ABOUT THIS TASK
Please work out how many of the lines below include "Papa". Only the number should be given.

RECORDS TO USE
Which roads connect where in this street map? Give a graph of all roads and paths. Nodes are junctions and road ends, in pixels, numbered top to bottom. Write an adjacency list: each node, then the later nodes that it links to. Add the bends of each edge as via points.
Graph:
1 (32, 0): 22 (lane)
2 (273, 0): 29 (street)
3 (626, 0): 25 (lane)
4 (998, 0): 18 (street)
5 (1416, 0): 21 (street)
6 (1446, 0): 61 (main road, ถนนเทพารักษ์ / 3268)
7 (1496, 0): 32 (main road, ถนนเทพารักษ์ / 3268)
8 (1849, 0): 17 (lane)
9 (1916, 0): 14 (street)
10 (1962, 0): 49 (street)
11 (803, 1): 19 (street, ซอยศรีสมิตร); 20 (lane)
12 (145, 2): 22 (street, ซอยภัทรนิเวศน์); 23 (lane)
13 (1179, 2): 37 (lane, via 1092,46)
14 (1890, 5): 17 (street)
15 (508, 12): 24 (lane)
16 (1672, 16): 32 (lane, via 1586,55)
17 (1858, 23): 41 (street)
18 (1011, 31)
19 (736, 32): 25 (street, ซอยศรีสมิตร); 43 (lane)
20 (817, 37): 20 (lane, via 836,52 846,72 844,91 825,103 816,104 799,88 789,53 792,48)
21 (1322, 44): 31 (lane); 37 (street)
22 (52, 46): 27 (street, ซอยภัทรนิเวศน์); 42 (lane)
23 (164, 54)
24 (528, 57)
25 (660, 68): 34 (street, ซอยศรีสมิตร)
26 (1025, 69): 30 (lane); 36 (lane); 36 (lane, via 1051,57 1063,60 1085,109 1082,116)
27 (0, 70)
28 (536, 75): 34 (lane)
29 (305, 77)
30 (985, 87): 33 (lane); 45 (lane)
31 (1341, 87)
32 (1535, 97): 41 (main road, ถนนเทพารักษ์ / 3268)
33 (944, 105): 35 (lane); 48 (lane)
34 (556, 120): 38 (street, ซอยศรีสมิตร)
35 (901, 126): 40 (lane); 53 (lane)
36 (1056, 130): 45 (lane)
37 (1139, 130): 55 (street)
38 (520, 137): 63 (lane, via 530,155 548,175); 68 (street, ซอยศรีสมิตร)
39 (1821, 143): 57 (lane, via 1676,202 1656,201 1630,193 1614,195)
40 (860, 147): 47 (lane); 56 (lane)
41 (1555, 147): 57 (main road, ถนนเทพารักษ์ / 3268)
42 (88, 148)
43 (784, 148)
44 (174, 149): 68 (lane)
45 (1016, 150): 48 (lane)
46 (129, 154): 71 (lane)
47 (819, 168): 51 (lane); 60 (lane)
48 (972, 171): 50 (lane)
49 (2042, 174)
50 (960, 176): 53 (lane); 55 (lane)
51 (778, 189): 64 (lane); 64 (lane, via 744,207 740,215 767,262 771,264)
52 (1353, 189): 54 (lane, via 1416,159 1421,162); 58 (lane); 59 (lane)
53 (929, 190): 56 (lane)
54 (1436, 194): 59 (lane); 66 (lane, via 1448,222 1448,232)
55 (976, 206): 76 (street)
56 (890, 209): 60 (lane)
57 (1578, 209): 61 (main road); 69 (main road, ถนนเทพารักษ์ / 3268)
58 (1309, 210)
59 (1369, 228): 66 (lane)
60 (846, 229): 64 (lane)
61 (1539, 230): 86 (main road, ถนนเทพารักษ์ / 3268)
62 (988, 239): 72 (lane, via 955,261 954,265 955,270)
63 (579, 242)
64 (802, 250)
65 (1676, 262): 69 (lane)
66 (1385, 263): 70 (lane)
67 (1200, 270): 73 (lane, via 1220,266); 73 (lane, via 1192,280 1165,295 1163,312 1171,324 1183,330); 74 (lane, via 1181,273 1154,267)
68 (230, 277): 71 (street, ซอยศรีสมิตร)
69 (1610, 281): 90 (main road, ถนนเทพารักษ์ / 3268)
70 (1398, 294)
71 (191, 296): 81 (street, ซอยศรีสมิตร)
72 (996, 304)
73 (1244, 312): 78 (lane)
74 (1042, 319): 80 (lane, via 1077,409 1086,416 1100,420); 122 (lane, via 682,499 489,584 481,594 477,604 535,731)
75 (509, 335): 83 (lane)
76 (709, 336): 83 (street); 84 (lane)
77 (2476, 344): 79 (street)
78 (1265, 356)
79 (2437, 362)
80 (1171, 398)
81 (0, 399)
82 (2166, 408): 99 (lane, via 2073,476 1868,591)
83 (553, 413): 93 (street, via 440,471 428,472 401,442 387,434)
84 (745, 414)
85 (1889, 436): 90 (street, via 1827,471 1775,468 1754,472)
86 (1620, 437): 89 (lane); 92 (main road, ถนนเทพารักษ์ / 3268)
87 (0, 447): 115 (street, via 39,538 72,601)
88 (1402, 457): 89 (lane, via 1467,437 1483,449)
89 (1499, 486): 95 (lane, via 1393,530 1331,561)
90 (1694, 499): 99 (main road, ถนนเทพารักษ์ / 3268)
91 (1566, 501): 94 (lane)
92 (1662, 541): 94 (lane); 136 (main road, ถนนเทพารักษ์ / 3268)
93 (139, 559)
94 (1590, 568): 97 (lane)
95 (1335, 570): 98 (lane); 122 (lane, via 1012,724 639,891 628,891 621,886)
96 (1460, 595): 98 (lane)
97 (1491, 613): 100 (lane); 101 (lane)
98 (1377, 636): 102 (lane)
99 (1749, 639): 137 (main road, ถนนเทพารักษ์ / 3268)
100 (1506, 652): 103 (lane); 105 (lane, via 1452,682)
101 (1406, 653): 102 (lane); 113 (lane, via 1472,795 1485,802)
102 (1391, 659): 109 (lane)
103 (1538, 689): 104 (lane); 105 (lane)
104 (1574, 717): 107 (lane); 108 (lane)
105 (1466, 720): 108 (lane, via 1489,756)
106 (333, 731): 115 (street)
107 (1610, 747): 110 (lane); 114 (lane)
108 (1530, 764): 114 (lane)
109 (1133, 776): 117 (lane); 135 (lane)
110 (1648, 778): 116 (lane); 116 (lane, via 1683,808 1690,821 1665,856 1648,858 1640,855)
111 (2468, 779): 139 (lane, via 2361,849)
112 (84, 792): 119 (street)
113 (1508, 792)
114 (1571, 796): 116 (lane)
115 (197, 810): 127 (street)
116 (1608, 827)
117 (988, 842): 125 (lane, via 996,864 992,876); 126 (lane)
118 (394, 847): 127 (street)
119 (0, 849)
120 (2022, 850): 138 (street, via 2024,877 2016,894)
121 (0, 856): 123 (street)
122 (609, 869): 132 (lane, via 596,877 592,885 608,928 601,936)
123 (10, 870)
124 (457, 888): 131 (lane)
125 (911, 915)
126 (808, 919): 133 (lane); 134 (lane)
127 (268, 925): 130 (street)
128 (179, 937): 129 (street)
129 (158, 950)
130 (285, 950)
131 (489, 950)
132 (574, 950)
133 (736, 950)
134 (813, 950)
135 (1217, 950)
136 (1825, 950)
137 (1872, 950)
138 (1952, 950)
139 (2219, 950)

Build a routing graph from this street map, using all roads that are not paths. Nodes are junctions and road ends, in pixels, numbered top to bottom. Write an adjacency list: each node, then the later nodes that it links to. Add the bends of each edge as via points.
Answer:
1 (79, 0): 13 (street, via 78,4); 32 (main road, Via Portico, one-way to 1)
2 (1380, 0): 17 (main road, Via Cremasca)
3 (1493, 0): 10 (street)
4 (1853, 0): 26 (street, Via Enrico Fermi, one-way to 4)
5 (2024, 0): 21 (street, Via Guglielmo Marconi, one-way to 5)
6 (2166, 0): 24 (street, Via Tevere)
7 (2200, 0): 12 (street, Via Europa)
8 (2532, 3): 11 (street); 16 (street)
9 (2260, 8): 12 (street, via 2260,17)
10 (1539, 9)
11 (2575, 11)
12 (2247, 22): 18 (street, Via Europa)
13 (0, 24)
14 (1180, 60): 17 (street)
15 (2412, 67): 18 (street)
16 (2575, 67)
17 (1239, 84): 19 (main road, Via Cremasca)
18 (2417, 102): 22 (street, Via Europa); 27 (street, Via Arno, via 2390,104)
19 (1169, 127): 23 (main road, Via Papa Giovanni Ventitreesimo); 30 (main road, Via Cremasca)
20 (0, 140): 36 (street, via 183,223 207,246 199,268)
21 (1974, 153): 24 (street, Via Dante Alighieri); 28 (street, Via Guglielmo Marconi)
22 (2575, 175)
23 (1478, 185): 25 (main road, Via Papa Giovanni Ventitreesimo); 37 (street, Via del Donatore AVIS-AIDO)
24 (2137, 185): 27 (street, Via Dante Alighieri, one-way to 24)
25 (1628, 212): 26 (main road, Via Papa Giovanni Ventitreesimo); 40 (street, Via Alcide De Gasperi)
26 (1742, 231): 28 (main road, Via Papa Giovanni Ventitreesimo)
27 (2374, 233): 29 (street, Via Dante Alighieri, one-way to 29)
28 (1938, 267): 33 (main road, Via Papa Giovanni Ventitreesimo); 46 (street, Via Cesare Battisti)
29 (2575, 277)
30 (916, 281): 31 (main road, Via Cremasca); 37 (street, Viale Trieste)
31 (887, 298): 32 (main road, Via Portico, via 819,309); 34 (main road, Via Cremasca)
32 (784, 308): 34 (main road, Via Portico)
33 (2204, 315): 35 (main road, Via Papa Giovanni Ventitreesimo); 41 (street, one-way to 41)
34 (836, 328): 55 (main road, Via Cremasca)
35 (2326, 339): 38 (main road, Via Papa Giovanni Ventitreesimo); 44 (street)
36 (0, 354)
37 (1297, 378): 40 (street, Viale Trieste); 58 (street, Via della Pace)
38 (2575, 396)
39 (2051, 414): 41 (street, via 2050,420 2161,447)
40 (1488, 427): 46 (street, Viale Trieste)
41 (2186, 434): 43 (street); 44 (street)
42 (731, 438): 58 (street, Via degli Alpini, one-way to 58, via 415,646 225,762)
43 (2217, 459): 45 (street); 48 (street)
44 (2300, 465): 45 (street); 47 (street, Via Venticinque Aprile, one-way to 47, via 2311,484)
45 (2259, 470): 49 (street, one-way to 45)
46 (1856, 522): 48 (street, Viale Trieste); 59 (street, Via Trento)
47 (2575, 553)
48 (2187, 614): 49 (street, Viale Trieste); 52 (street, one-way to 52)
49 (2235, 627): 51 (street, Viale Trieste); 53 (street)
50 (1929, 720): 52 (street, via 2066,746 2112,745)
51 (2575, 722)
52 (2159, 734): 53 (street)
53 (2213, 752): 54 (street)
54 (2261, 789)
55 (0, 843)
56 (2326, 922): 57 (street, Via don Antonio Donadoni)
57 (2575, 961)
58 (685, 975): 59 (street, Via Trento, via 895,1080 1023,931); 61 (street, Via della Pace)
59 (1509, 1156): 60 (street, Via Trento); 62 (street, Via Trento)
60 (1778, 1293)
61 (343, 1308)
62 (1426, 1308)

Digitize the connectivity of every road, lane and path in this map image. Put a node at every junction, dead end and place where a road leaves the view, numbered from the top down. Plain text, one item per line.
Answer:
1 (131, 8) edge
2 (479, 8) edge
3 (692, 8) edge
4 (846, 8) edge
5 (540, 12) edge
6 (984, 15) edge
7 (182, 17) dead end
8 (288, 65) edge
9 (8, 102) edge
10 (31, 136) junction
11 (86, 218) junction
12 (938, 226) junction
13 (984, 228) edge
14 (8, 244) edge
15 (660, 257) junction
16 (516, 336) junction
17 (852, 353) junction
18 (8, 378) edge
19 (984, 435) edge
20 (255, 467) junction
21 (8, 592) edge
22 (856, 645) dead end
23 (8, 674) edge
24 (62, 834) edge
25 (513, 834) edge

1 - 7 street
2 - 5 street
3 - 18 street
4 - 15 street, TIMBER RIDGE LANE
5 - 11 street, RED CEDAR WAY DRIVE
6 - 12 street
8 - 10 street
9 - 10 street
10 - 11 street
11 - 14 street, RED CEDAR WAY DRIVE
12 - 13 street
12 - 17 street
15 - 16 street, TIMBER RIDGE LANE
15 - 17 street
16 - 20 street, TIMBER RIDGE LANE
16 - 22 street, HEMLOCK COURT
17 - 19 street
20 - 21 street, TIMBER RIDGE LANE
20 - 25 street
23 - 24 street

REPLY
7